Maybe what we are clumsily trying to share with you is that the stuff he used to do just might not work any more but only he will find what's right. Some , a few people get it all back, others have to adapt, evolve to the permanent loss or change in life.

The 3 D film I could have given you a heads up on ( no pun intended) and I have opted out of all cinema trips now and passed that job to hubby I'm afraid as the toll on my brain is still too great even now. My physical stamina disappears very quickly still and so my ability to do anything above and beyond adding in the work I do these days and kid care is pretty limited but at three and a half years post SAh I take great satisfaction that I am still reclaiming things and manage to do some things again that I used to take for granted. Some I choose to do and know I'll pay the price, others reamain beyond me still so I have looked for and found other interests or different ways to get things done.

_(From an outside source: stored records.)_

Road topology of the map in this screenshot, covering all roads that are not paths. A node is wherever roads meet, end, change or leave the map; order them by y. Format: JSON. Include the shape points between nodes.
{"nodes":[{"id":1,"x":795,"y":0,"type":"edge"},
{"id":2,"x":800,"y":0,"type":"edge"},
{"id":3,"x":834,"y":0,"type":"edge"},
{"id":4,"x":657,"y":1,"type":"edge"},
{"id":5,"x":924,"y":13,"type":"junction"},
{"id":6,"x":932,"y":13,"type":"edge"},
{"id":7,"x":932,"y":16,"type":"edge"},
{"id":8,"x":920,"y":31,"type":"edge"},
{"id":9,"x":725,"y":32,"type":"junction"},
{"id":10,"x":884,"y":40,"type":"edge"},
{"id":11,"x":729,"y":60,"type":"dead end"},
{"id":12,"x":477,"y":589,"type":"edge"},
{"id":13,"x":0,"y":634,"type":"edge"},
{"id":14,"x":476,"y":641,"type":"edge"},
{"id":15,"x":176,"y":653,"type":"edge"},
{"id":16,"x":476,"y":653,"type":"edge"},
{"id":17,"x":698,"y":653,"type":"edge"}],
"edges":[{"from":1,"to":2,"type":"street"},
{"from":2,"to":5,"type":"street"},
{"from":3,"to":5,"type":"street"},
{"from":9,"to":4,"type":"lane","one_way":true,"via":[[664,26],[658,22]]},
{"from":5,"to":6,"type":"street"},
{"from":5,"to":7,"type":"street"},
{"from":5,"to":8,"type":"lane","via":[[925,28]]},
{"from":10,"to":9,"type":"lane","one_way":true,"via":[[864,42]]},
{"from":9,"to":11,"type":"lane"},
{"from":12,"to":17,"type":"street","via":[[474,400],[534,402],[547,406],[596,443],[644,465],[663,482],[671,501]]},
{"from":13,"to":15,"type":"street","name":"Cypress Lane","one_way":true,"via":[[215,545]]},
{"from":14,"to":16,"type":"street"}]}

I used to mow the lawns at home and was very physically active and full on mum and working as well but I can't do all as I did but as an example I can cut back stuff manually in the garden now which is good for my arm strength. I guess I'm saying to hubby that yes it's hard when all the things you knew you used to do to find relaxation don't work now but there will be different ways. Try not to compare so much, try not to rail against it and instead find new ways. one thing he might enjoy is making willow structures. Creative, complex but purely dexterity and not strength or power tools involved and you can do some great things with that....just an idea.

Take care Elizabeth, regards to hubby. He's doing well.